Whereas .split( '\n' ) behaves not only more consistently, but more like what we want here (i.e. an array containing the "lines" in the buffer:

>>> ''.split( '\n' )
['']
>>> ' '.split( '\n' )
[' ']
>>> '\n'.split( '\n' )
['', '']
>>> ' \n '.split( '\n' )
[' ', ' ']

However, the difference seems to be with windows line endings:

>>> '\r\n'.split( '\n' )
['\r', '']
>>> '\r\n'.splitlines()
['']

Maybe we just need to write a version of splitlines() which behaves more consistently?


ycmd/request_wrap.py, line 127 [r2] (raw file):
I think you may be on to something. Thanks!

I think the issue here is not strictly with the - 1, but with the fact that taking a range of bytes like this is not safe: column_num might be the (1-based) index of a multi-byte char, and so cutting the bytes like this might truncate the last "character" in the query.

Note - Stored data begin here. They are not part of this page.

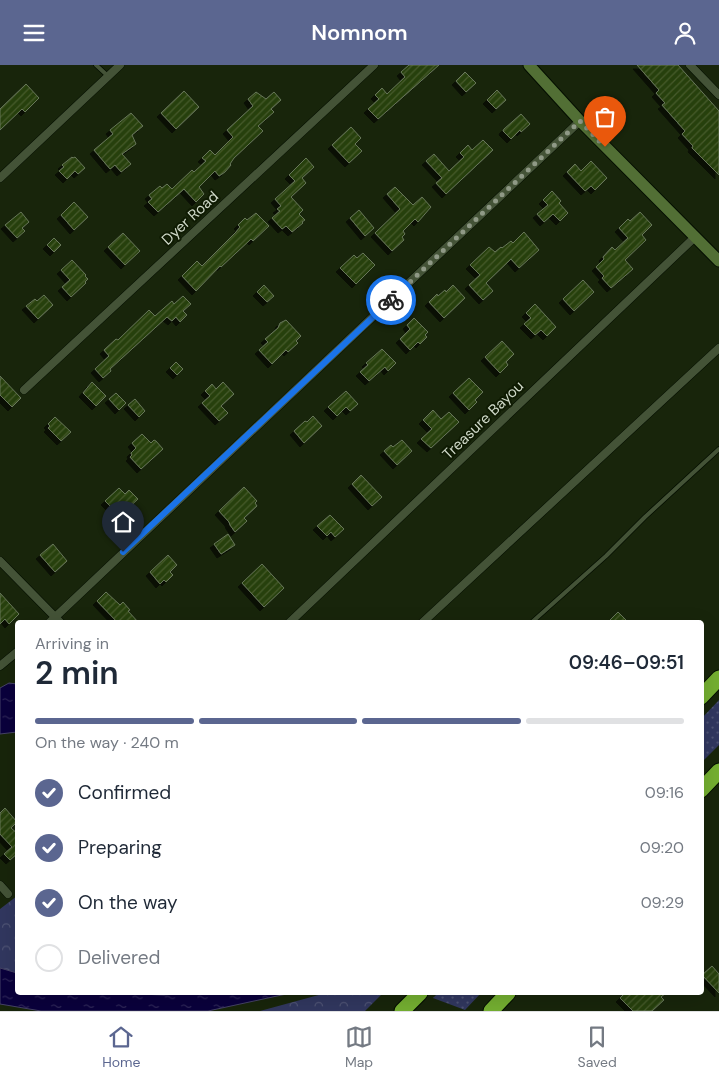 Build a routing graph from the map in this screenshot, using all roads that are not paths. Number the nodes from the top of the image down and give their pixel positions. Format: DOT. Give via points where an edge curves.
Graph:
graph roads {
  1 [pos="96,65"];
  2 [pos="120,65"];
  3 [pos="374,65"];
  4 [pos="529,65"];
  5 [pos="690,65"];
  6 [pos="108,76"];
  7 [pos="719,95"];
  8 [pos="580,121"];
  9 [pos="0,178"];
  10 [pos="695,237"];
  11 [pos="719,261"];
  12 [pos="719,348"];
  13 [pos="24,390"];
  14 [pos="719,449"];
  15 [pos="0,561"];
  16 [pos="58,620"];
  17 [pos="292,620"];
  18 [pos="425,620"];
  19 [pos="534,620"];
  20 [pos="15,654"];
  21 [pos="0,666"];
  22 [pos="719,678"];
  23 [pos="704,694"];
  24 [pos="719,771"];
  25 [pos="704,787"];
  26 [pos="0,885"];
  27 [pos="8,894"];
  28 [pos="418,995"];
  29 [pos="506,995"];
  30 [pos="402,1011"];
  31 [pos="491,1011"];
  1 -- 6 [label="lane"];
  2 -- 6 [label="street"];
  3 -- 13 [label="street, Dyer Road"];
  4 -- 8 [label="street"];
  5 -- 7 [label="street"];
  6 -- 9 [label="street"];
  8 -- 10 [label="street"];
  8 -- 16 [label="street"];
  10 -- 11 [label="street"];
  10 -- 17 [label="street, Treasure Bayou"];
  12 -- 18 [label="street"];
  14 -- 19 [label="lane"];
  15 -- 16 [label="street"];
  20 -- 21 [label="street"];
  22 -- 23 [label="highway"];
  24 -- 25 [label="highway"];
  26 -- 27 [label="street"];
  28 -- 30 [label="highway"];
  29 -- 31 [label="highway"];
}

To explain: start_column and column_num are 1-based byte offsets pointing at the first byte of their respective "n-byte" character. All the - 1 here does is ensure that they are correct indexes into the 0-based string line_bytes. This code slices up the bytes to get the range of chars after the start_column up to the column_num (i.e. the query after the .) so that we can filter it.

As it happens, multi-byte characters in the query don't work anyway (due to the filtering logic) so that's probably why i missed it.

I think I need to change this to:

query = self[ 'line_value' ][ self[ 'start_codepoint' ] - 1 : self[ 'column_codepoint' ] - 1 ]

Which is not only more correct, but simpler and more efficient (I think).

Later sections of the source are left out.